Could you restate exactly the lines that begin at the line with "Digitize the connectivity of the" and end at the final line of the data?

<<<<

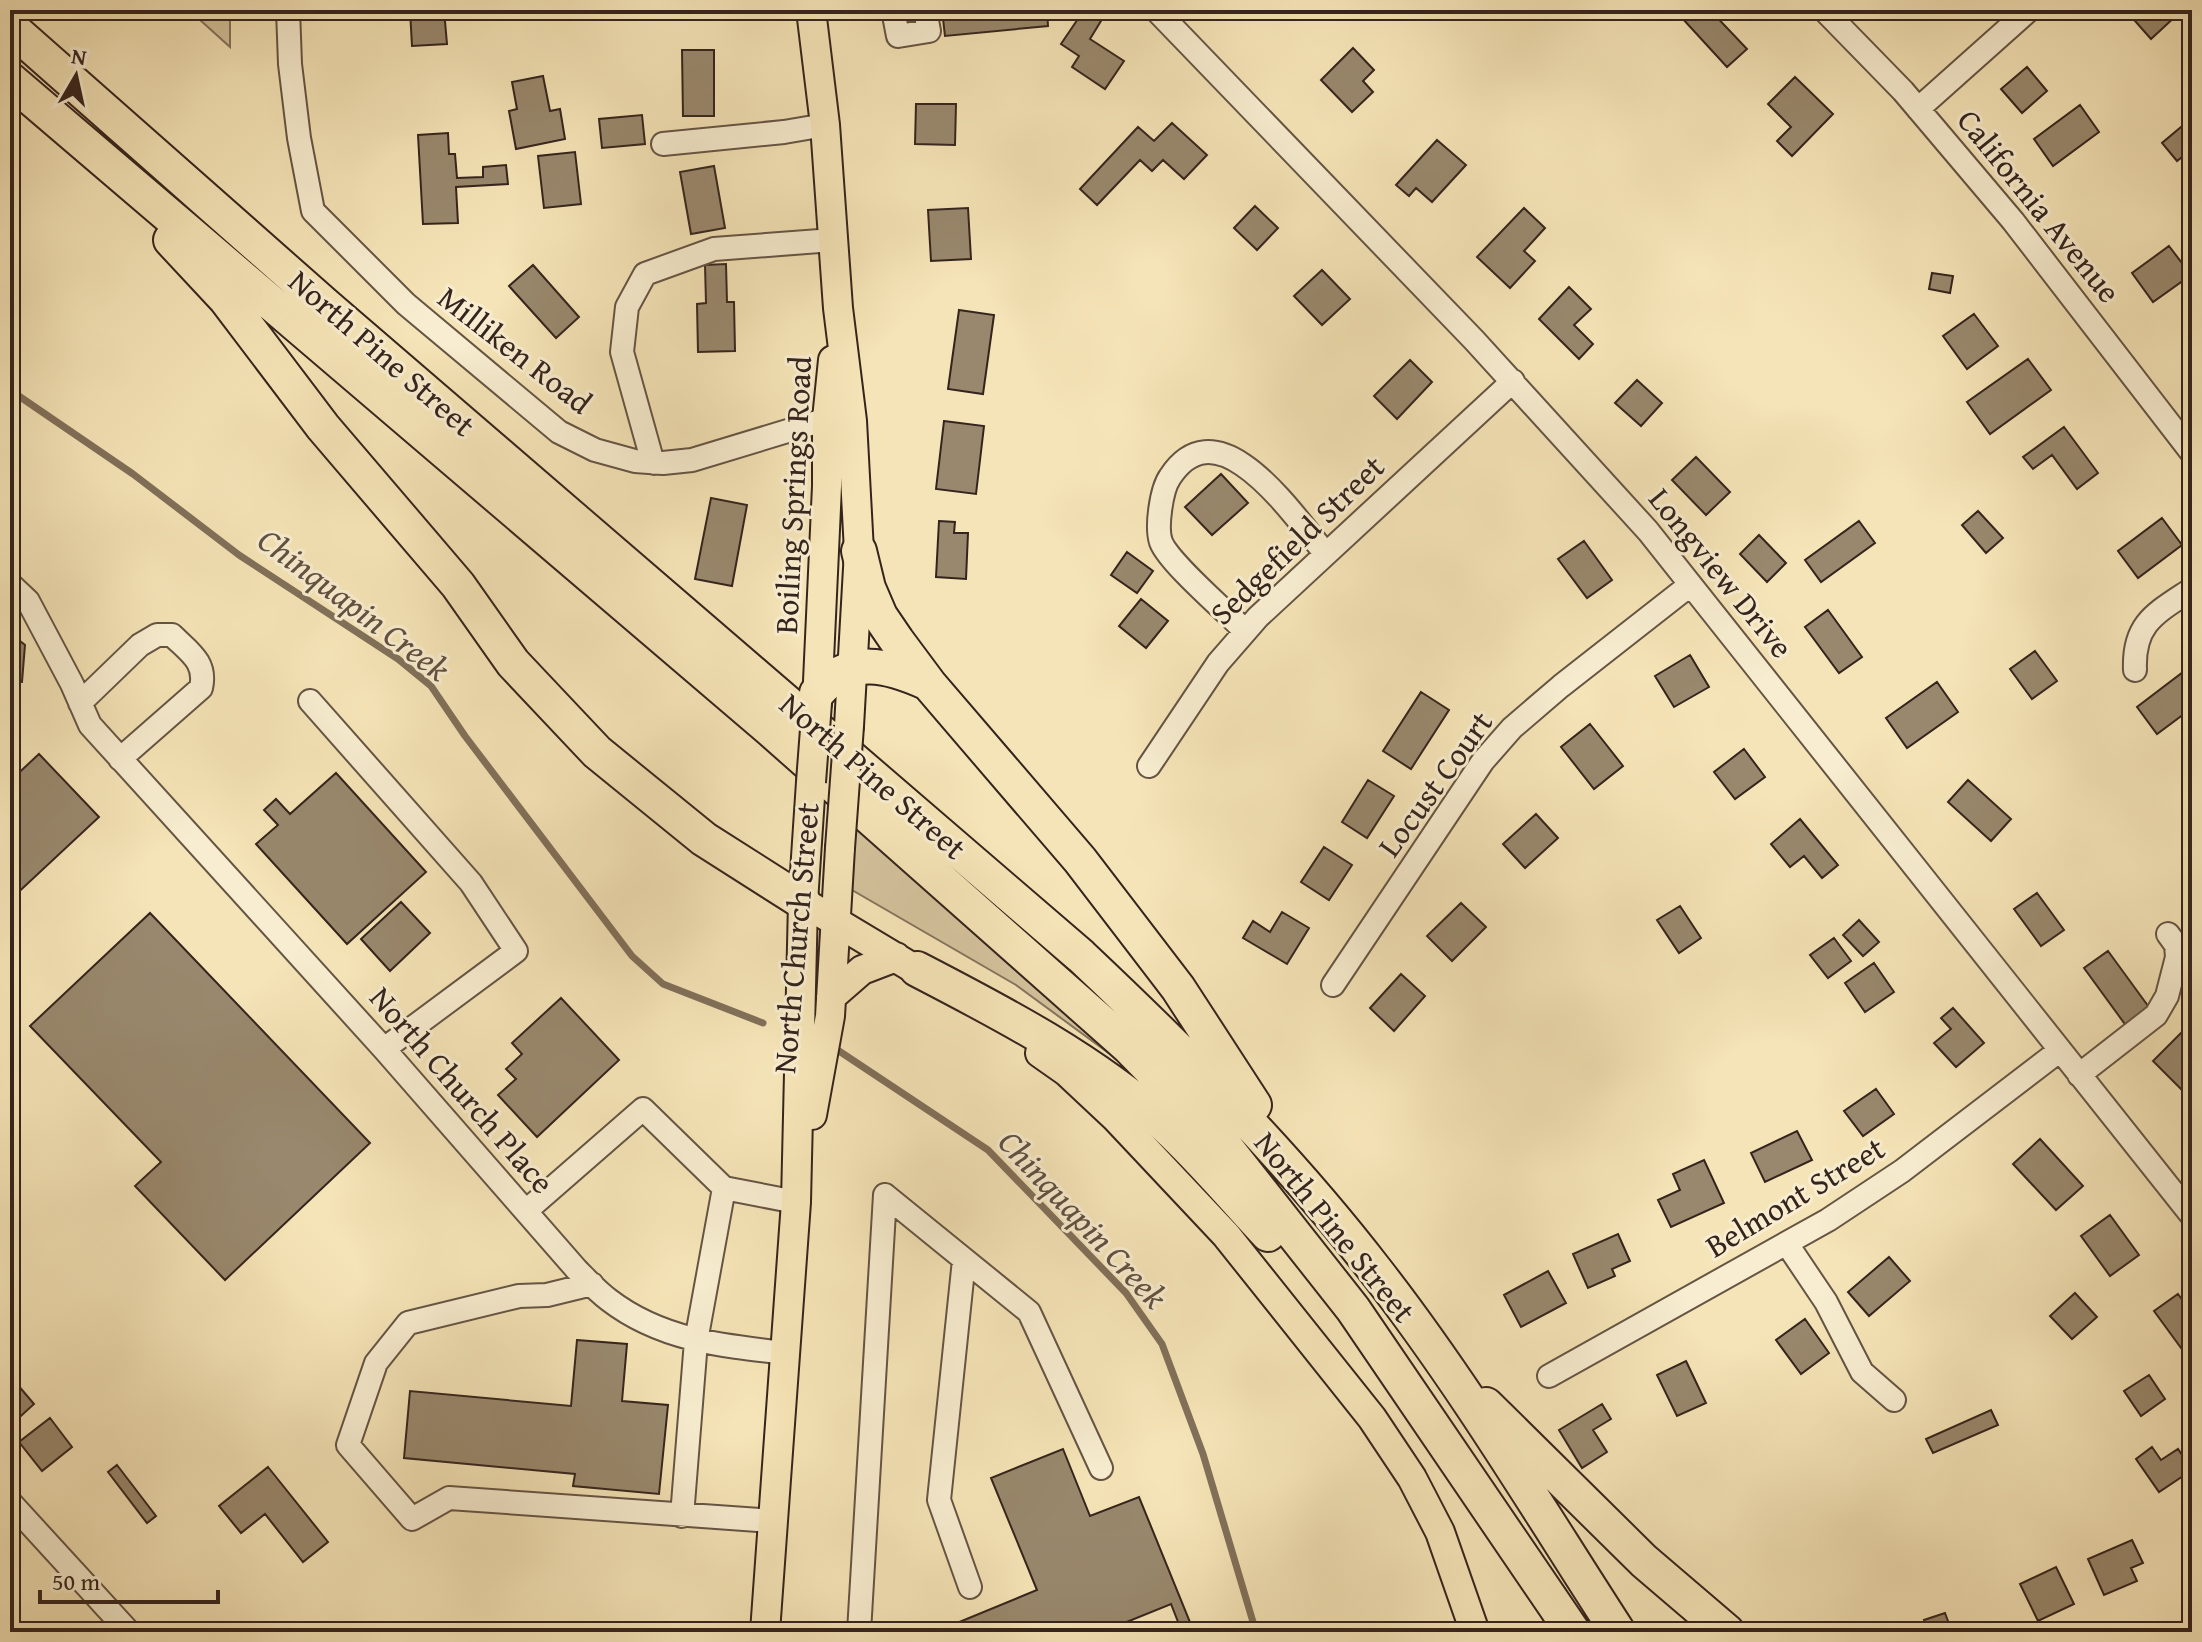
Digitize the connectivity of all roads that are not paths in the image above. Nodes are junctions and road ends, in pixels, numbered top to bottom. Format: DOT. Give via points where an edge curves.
graph roads {
  1 [pos="288,10"];
  2 [pos="811,10"];
  3 [pos="893,10"];
  4 [pos="925,10"];
  5 [pos="1156,10"];
  6 [pos="1824,10"];
  7 [pos="2029,10"];
  8 [pos="10,27"];
  9 [pos="10,80"];
  10 [pos="1918,109"];
  11 [pos="825,125"];
  12 [pos="81,138"];
  13 [pos="663,144"];
  14 [pos="833,240"];
  15 [pos="1513,381"];
  16 [pos="840,420"];
  17 [pos="2192,453"];
  18 [pos="653,463"];
  19 [pos="859,551"];
  20 [pos="1326,554"];
  21 [pos="10,584"];
  22 [pos="1690,585"];
  23 [pos="2192,589"];
  24 [pos="1245,631"];
  25 [pos="854,668"];
  26 [pos="2135,670"];
  27 [pos="929,684"];
  28 [pos="817,698"];
  29 [pos="310,701"];
  30 [pos="80,703"];
  31 [pos="120,759"];
  32 [pos="1149,766"];
  33 [pos="845,774"];
  34 [pos="811,782"];
  35 [pos="803,902"];
  36 [pos="835,921"];
  37 [pos="2168,934"];
  38 [pos="907,963"];
  39 [pos="1333,985"];
  40 [pos="831,997"];
  41 [pos="384,1049"];
  42 [pos="2059,1051"];
  43 [pos="2079,1075"];
  44 [pos="1307,1186"];
  45 [pos="724,1188"];
  46 [pos="796,1202"];
  47 [pos="526,1211"];
  48 [pos="2192,1216"];
  49 [pos="1787,1244"];
  50 [pos="964,1260"];
  51 [pos="1327,1277"];
  52 [pos="592,1284"];
  53 [pos="696,1341"];
  54 [pos="786,1353"];
  55 [pos="1445,1366"];
  56 [pos="1549,1376"];
  57 [pos="1894,1400"];
  58 [pos="1101,1468"];
  59 [pos="10,1502"];
  60 [pos="682,1516"];
  61 [pos="773,1521"];
  62 [pos="970,1587"];
  63 [pos="129,1632"];
  64 [pos="765,1632"];
  65 [pos="859,1632"];
  66 [pos="1475,1632"];
  67 [pos="1573,1632"];
  68 [pos="1618,1632"];
  69 [pos="1727,1632"];
  1 -- 18 [label="street, Milliken Road" via="291,78 313,211 406,304 559,432 595,450"];
  2 -- 11 [label="main road, Boiling Springs Road"];
  3 -- 4 [label="street" via="898,36 929,31"];
  5 -- 15 [label="street, Longview Drive"];
  6 -- 10 [label="street, California Avenue"];
  7 -- 10 [label="street"];
  8 -- 44 [label="highway, North Pine Street" via="1081,956 1160,1030"];
  9 -- 12 [label="highway, North Pine Street"];
  10 -- 17 [label="street, California Avenue" via="2013,221"];
  11 -- 13 [label="street"];
  11 -- 14 [label="main road, Boiling Springs Road"];
  12 -- 35 [label="highway" via="226,299 323,427 458,585 513,663 597,752 704,839"];
  12 -- 51 [label="highway, North Pine Street" via="769,728 1129,1047 1219,1139"];
  14 -- 16 [label="main road, Boiling Springs Road"];
  14 -- 18 [label="street" via="714,249 645,274 627,307 622,352"];
  15 -- 20 [label="street, Sedgefield Street"];
  15 -- 22 [label="street, Longview Drive"];
  16 -- 18 [label="street, Milliken Road" via="692,460"];
  16 -- 19 [label="main road, Boiling Springs Road"];
  16 -- 28 [label="main road, Boiling Springs Road" via="827,486"];
  19 -- 25 [label="main road, Boiling Springs Road"];
  19 -- 27 [label="highway" via="880,616"];
  20 -- 24 [label="street, Sedgefield Street"];
  20 -- 24 [label="street" via="1255,472 1221,453 1202,452 1181,463 1168,480 1160,508 1160,540 1169,557"];
  21 -- 30 [label="street, North Church Place" via="28,601"];
  22 -- 39 [label="street, Locust Court" via="1512,728 1483,761"];
  22 -- 42 [label="street, Longview Drive"];
  23 -- 26 [label="street" via="2146,623 2134,647"];
  24 -- 32 [label="street, Sedgefield Street"];
  25 -- 27 [label="highway" via="879,666"];
  25 -- 28 [label="highway" via="836,674"];
  25 -- 33 [label="main road, Boiling Springs Road, bridge"];
  27 -- 44 [label="highway" via="1080,860 1178,988"];
  28 -- 34 [label="main road, Boiling Springs Road, bridge"];
  29 -- 41 [label="street" via="471,883 516,951"];
  30 -- 31 [label="street, North Church Place" via="90,725"];
  30 -- 31 [label="street" via="157,635 172,635 199,661 201,688"];
  31 -- 41 [label="street, North Church Place"];
  33 -- 36 [label="main road, North Church Street, bridge"];
  34 -- 35 [label="main road, North Church Street"];
  35 -- 36 [label="main road"];
  35 -- 46 [label="main road, North Church Street"];
  36 -- 38 [label="main road"];
  36 -- 40 [label="main road, North Church Street"];
  37 -- 43 [label="street" via="2177,957 2156,1015"];
  38 -- 40 [label="main road" via="862,970"];
  38 -- 51 [label="highway" via="1017,1020 1122,1091 1167,1127 1275,1242"];
  38 -- 66 [label="main road" via="1067,1072 1226,1235 1372,1418 1412,1478 1440,1532"];
  40 -- 46 [label="main road, North Church Street"];
  41 -- 47 [label="street, North Church Place"];
  42 -- 43 [label="street, Longview Drive"];
  42 -- 49 [label="street, Belmont Street" via="1902,1171"];
  43 -- 48 [label="street, Longview Drive"];
  44 -- 55 [label="highway, North Pine Street"];
  45 -- 46 [label="street"];
  45 -- 47 [label="street" via="643,1109"];
  45 -- 53 [label="street"];
  46 -- 54 [label="main road, North Church Street"];
  47 -- 52 [label="street, North Church Place"];
  49 -- 56 [label="street, Belmont Street"];
  49 -- 57 [label="street" via="1826,1302 1862,1372"];
  50 -- 58 [label="street" via="1029,1312"];
  50 -- 62 [label="street" via="939,1500"];
  50 -- 65 [label="street" via="885,1195"];
  51 -- 67 [label="highway, North Pine Street"];
  52 -- 53 [label="street, North Church Place" via="644,1323"];
  52 -- 60 [label="street" via="408,1323 376,1363 348,1445 412,1519 449,1498"];
  53 -- 54 [label="street, North Church Place"];
  53 -- 60 [label="street"];
  54 -- 61 [label="main road, North Church Street"];
  55 -- 68 [label="highway, North Pine Street"];
  55 -- 69 [label="highway" via="1644,1561"];
  59 -- 63 [label="street"];
  60 -- 61 [label="street"];
  61 -- 64 [label="main road, North Church Street"];
}
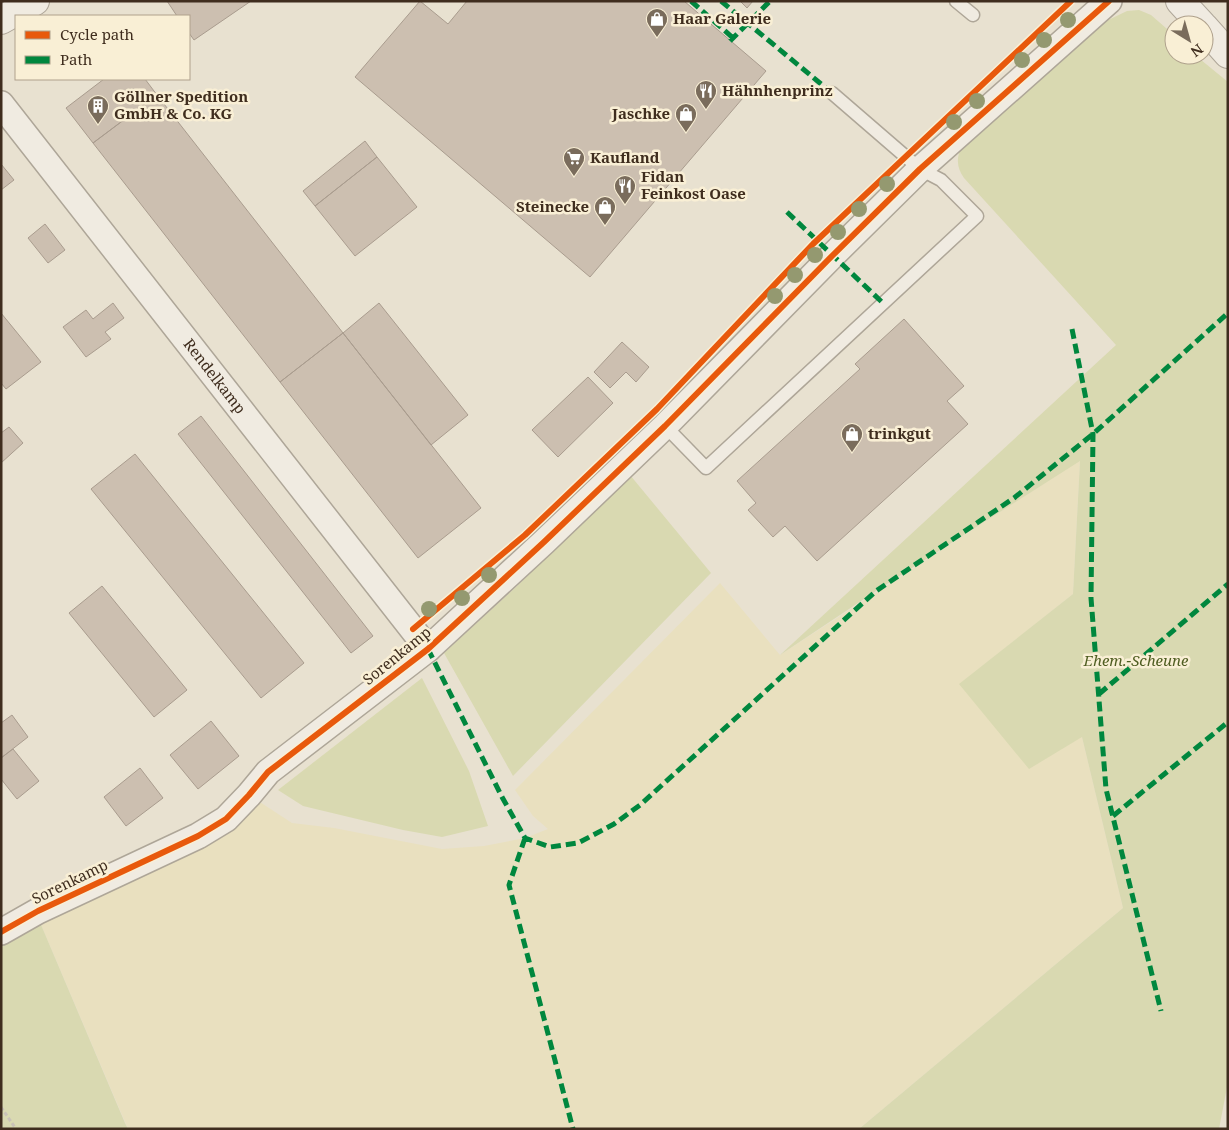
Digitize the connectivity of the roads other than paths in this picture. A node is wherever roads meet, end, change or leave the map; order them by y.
1 (35, 1) edge
2 (956, 1) edge
3 (1109, 1) edge
4 (1180, 1) edge
5 (973, 15) dead end
6 (1193, 15) edge
7 (1, 20) edge
8 (1214, 32) edge
9 (1214, 38) edge
10 (1228, 41) edge
11 (1228, 54) edge
12 (832, 93) dead end
13 (1, 104) edge
14 (920, 168) junction
15 (665, 426) junction
16 (428, 649) junction
17 (1, 932) edge

1 - 7 street
2 - 5 lane
3 - 14 street, Sorenkamp
4 - 6 street
8 - 10 street
9 - 11 street
12 - 14 lane
13 - 16 street, Rendelkamp
14 - 15 street, Sorenkamp
14 - 15 lane
15 - 16 street, Sorenkamp
16 - 17 street, Sorenkamp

>>>>

#### SOLUTION TO THIS TASK
Digitize the connectivity of the roads other than paths in this picture. A node is wherever roads meet, end, change or leave the map; order them by y.
1 (35, 1) edge
2 (956, 1) edge
3 (1109, 1) edge
4 (1180, 1) edge
5 (973, 15) dead end
6 (1193, 15) edge
7 (1, 20) edge
8 (1214, 32) edge
9 (1214, 38) edge
10 (1228, 41) edge
11 (1228, 54) edge
12 (832, 93) dead end
13 (1, 104) edge
14 (920, 168) junction
15 (665, 426) junction
16 (428, 649) junction
17 (1, 932) edge

1 - 7 street
2 - 5 lane
3 - 14 street, Sorenkamp
4 - 6 street
8 - 10 street
9 - 11 street
12 - 14 lane
13 - 16 street, Rendelkamp
14 - 15 street, Sorenkamp
14 - 15 lane
15 - 16 street, Sorenkamp
16 - 17 street, Sorenkamp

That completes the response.